Meanwhile, a content of the chain transfer agent preferably ranges from about 0.01 to 10 parts by weight, based on the total weight of the monomer mixture. When the content of the chain transfer agent is less than 0.01 parts by weight, it is impossible to effectively control the molecular weight distribution of toner, whereas the polymerization rate is very slow when the content of the chain transfer agent exceeds 10 parts by weight.

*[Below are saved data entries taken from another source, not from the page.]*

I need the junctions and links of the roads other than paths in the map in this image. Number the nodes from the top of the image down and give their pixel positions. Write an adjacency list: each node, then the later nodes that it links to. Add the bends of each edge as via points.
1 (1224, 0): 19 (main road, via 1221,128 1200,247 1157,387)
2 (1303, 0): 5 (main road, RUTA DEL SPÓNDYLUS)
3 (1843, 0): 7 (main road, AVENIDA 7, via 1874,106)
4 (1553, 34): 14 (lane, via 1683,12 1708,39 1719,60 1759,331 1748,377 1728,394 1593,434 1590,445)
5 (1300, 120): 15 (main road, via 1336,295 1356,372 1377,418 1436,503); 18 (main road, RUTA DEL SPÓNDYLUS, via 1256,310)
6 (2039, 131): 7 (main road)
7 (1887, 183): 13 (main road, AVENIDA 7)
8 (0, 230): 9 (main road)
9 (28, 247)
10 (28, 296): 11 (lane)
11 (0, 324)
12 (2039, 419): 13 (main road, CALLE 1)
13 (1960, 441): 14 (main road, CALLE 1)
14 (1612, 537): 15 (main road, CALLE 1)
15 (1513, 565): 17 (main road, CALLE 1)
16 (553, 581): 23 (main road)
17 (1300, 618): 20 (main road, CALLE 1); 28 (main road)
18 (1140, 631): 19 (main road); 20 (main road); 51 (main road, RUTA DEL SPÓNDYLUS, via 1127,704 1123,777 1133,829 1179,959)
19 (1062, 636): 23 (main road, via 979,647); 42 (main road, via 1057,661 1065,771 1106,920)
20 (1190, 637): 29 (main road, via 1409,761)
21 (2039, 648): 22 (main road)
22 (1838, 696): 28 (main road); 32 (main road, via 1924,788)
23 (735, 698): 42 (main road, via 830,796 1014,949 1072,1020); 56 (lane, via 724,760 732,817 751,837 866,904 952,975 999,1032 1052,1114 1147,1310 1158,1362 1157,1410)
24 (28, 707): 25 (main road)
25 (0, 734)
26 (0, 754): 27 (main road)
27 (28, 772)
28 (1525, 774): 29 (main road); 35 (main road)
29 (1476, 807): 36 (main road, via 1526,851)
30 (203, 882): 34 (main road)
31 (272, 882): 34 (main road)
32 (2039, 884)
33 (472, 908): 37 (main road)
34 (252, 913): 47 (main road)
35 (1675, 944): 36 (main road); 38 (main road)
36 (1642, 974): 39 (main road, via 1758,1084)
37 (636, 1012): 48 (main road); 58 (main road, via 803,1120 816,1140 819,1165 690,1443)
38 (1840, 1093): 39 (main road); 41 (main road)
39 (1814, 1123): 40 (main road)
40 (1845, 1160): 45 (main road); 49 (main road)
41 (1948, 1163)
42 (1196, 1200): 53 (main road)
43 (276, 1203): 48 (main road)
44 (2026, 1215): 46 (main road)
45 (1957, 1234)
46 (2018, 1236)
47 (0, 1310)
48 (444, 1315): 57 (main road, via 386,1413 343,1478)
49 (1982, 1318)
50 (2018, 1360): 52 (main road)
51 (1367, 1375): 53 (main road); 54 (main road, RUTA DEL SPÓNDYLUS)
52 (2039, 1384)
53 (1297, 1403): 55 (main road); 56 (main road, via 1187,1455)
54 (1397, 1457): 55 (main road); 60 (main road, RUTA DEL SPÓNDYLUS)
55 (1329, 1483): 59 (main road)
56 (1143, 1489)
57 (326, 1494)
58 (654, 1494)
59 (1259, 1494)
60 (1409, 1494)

Meanwhile, the cross-linking agent, which may be used herein, includes divinylbenzene, ethylene dimethacrylate, ethylene glycoldimethacrylate, diethylene glycol, diacrylate, 1,6-hexamethylenediacrylate, allyl methacrylate, 1,1,1-trimethylol propane triacrylate, triallyl amine, etc. Here, a content of the cross-linking agent preferably ranges from 0.001 to 10 parts by weight, based on the total weight of the monomer mixture. When the content of the cross-linking agent is less than 0.001 parts by weight, it is difficult to expect the improvement of preservation properties. On the contrary, the fixing property of toner may be deteriorated in the printing process due to the gelation in an inner part of the toner when the content of the cross-linking agent exceeds 10 parts by weight.

(3) Step 3: Suspension Polymerization

A polymerization initiator is added to the monomer mixture prepared in the Step 2, and the monomer mixture is added to the aqueous dispersion solution prepared in the Step 1. A suspension polymerization process is carried out by applying a shear force to the aqueous dispersion solution including the monomer mixture.

As the polymerization initiator, an azo-based initiator such as bisisobutyronitrile and azobisdimethylvaleronitrile; an organic peroxide such as benzoyl peroxide and lauroyl peroxide; and a water-soluble initiator such as calcium persulfate and ammonium persulfate may be used. In this case a content of the polymerization initiator preferably ranges from 0.01 to 5 parts by weight, based on the total weight of the monomer mixture. Unreacted materials may be present when the content of the polymerization initiator is less than 0.01 parts by weight, whereas the reaction stability may be degraded due to the very swift response time when the content of the polymerization initiator exceeds 5 parts by weight.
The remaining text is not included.